Input records
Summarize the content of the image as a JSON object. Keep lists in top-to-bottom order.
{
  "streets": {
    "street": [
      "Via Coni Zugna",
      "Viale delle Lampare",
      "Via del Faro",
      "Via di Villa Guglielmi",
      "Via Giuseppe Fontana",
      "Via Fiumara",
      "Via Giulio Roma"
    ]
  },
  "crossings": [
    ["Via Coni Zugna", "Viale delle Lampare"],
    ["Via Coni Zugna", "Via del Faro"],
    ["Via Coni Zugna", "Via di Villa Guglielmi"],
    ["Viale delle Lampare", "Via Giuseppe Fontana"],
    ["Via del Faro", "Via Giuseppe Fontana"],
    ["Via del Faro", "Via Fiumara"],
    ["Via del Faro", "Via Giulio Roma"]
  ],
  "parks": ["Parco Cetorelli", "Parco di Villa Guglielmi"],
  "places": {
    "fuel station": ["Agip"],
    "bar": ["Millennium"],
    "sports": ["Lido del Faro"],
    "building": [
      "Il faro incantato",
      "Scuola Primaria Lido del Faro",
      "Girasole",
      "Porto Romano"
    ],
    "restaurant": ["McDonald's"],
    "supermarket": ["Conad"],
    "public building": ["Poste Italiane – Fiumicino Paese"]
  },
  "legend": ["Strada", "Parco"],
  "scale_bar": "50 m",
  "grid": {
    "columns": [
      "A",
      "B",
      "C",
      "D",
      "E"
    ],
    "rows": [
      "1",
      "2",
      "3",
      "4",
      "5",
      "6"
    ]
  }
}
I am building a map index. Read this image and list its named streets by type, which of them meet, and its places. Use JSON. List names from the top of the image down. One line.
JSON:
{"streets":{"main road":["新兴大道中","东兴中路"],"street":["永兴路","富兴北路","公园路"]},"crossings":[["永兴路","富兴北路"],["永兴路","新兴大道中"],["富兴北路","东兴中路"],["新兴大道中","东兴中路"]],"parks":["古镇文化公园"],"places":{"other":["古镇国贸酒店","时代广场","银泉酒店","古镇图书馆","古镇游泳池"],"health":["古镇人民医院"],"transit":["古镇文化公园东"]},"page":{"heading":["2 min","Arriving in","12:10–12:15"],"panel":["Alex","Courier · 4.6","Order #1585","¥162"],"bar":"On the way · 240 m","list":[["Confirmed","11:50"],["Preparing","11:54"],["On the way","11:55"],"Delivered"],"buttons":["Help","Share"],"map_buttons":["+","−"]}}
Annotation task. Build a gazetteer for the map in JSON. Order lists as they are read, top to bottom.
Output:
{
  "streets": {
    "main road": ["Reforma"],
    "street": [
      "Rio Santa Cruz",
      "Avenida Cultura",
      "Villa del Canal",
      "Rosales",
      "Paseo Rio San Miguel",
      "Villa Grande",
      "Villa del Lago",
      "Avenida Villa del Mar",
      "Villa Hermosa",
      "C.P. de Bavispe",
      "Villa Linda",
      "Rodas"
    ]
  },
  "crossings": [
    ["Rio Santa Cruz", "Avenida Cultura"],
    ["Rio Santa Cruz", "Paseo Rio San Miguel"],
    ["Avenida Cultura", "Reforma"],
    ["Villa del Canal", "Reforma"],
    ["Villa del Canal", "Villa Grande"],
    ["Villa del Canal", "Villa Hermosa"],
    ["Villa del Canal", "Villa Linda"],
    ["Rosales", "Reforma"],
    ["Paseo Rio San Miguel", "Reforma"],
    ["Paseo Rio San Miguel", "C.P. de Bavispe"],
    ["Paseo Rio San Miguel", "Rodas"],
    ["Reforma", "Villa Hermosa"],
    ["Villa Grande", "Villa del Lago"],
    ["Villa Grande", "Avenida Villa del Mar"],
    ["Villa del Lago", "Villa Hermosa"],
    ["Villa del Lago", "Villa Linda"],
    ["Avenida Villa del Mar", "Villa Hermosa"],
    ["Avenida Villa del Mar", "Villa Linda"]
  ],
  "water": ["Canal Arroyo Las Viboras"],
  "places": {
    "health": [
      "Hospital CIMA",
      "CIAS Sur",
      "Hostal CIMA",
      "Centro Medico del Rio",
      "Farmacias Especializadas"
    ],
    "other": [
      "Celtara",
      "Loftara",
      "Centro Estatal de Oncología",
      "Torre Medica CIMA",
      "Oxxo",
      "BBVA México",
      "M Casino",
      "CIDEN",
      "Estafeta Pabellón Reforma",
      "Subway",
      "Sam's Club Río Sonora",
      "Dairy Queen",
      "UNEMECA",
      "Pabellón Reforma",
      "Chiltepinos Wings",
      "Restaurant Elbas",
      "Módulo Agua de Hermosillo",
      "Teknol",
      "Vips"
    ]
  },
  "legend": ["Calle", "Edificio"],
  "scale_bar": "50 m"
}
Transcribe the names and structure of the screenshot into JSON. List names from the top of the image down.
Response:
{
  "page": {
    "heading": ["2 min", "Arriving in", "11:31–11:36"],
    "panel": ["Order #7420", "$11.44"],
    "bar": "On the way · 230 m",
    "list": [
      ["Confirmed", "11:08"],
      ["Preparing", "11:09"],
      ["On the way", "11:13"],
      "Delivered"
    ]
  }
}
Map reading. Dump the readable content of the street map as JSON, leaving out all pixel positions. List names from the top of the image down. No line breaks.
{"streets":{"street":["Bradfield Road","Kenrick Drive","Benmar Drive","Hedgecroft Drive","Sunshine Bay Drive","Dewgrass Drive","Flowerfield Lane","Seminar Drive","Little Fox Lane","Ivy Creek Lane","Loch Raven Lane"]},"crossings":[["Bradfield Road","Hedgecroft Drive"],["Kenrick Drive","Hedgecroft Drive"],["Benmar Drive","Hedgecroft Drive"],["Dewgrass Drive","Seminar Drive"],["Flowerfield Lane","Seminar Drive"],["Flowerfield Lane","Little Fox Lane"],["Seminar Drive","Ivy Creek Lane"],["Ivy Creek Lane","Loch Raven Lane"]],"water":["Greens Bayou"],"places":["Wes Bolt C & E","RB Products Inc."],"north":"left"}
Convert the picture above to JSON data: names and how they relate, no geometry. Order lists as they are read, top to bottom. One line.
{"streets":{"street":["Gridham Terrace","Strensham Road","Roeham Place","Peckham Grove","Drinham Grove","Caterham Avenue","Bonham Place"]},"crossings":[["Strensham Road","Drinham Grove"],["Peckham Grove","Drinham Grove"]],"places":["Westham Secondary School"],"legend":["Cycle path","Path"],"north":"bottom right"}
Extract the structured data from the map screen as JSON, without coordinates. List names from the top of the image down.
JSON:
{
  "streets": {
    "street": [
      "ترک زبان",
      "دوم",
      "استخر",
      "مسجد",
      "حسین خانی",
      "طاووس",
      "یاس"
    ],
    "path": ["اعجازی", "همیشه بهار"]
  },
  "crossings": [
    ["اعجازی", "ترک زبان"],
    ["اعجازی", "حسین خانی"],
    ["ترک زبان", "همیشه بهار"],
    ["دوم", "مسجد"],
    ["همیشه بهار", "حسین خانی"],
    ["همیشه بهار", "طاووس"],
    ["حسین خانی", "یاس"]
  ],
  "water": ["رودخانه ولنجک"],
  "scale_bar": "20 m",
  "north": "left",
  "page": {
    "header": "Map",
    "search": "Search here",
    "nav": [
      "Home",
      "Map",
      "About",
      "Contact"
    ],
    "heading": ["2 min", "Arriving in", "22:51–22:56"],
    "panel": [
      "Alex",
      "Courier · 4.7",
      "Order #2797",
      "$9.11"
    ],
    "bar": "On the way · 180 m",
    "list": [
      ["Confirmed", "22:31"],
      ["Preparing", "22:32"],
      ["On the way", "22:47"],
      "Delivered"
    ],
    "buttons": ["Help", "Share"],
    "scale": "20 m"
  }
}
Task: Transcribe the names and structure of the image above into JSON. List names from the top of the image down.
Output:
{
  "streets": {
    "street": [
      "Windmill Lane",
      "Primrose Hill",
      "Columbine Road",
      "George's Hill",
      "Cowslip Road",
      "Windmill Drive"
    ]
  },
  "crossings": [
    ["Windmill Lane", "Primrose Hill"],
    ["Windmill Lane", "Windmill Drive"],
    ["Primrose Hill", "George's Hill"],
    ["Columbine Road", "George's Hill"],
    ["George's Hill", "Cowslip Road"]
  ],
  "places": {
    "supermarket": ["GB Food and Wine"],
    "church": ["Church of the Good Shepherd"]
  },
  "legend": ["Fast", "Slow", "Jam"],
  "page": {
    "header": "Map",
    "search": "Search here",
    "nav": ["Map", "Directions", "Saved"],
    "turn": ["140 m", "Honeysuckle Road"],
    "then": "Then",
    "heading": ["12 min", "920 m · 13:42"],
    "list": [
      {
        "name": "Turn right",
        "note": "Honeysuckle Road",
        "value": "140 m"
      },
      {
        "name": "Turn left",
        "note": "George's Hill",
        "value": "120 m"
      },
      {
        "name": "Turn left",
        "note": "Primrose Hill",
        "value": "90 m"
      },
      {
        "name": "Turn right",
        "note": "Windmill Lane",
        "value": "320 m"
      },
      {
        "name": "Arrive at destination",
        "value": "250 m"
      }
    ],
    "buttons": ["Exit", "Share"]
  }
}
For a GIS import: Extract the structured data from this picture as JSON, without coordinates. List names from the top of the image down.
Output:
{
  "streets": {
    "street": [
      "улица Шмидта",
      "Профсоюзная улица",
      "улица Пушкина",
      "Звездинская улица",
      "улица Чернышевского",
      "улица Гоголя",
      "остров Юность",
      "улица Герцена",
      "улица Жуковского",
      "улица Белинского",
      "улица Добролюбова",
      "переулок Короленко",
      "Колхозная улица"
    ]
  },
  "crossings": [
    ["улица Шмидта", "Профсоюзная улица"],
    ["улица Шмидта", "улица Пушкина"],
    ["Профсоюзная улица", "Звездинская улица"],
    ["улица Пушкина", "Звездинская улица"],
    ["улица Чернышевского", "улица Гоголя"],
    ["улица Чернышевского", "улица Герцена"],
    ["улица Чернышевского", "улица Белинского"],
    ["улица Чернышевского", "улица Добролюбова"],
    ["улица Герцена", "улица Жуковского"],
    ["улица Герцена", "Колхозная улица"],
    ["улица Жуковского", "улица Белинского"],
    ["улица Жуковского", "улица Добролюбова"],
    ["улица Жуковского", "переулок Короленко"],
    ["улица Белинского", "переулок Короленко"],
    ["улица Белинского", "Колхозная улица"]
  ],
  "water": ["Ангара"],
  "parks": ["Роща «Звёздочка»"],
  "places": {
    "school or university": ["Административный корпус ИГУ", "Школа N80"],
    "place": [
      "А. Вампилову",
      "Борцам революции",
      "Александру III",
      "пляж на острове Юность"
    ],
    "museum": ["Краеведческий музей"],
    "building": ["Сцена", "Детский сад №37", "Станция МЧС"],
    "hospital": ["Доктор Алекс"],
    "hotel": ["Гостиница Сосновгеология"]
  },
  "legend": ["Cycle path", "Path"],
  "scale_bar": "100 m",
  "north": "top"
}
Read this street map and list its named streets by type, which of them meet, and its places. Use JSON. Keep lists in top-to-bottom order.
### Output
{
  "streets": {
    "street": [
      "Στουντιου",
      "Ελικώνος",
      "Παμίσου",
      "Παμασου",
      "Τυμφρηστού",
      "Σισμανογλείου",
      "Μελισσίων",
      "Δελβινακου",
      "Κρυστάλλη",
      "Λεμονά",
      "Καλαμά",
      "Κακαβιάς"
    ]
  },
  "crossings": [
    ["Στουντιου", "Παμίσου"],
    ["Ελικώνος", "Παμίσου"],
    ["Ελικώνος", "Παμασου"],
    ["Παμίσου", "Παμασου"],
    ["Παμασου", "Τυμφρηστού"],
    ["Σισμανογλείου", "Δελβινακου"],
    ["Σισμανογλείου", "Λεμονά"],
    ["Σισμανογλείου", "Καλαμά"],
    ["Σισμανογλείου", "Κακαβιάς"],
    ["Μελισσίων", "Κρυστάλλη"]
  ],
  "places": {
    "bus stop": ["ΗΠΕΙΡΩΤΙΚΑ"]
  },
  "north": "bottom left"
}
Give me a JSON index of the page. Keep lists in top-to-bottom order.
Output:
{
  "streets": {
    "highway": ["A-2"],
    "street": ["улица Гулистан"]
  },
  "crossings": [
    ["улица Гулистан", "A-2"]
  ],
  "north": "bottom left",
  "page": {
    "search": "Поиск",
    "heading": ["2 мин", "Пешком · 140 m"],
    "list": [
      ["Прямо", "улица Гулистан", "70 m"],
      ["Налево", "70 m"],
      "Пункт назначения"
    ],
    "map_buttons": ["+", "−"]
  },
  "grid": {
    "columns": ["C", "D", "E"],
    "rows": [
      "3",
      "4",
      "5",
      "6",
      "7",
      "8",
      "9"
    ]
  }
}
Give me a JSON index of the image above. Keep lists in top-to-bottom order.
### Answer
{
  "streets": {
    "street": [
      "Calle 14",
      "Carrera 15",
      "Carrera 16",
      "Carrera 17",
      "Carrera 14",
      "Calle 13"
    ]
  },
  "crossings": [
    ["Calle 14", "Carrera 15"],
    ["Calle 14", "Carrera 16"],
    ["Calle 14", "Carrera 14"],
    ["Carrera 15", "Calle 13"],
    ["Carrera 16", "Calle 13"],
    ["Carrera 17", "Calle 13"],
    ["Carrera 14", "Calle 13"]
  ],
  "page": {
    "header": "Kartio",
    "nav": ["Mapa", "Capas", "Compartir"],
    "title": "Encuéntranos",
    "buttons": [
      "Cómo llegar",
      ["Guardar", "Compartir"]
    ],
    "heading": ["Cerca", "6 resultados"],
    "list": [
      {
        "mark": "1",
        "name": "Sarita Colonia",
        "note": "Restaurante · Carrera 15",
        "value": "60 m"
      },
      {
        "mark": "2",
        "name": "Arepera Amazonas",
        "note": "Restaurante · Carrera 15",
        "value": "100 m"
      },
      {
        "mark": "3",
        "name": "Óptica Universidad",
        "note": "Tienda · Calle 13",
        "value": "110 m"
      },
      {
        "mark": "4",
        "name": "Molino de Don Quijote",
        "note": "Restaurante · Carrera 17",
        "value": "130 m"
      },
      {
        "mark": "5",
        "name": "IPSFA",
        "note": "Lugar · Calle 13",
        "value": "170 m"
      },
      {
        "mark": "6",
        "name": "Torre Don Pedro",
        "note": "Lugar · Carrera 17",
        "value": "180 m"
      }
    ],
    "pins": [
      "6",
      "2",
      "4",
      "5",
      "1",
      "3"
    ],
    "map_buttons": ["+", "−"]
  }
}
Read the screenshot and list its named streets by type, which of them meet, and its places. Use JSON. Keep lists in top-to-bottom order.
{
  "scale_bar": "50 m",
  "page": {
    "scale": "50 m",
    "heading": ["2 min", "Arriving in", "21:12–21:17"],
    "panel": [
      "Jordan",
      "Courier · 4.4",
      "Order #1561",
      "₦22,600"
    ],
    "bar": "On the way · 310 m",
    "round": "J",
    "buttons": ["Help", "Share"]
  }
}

Problem details
Counting only lines that contain "Torre", what is the total for the entries above? Give the number alone.

Output of the exercise
2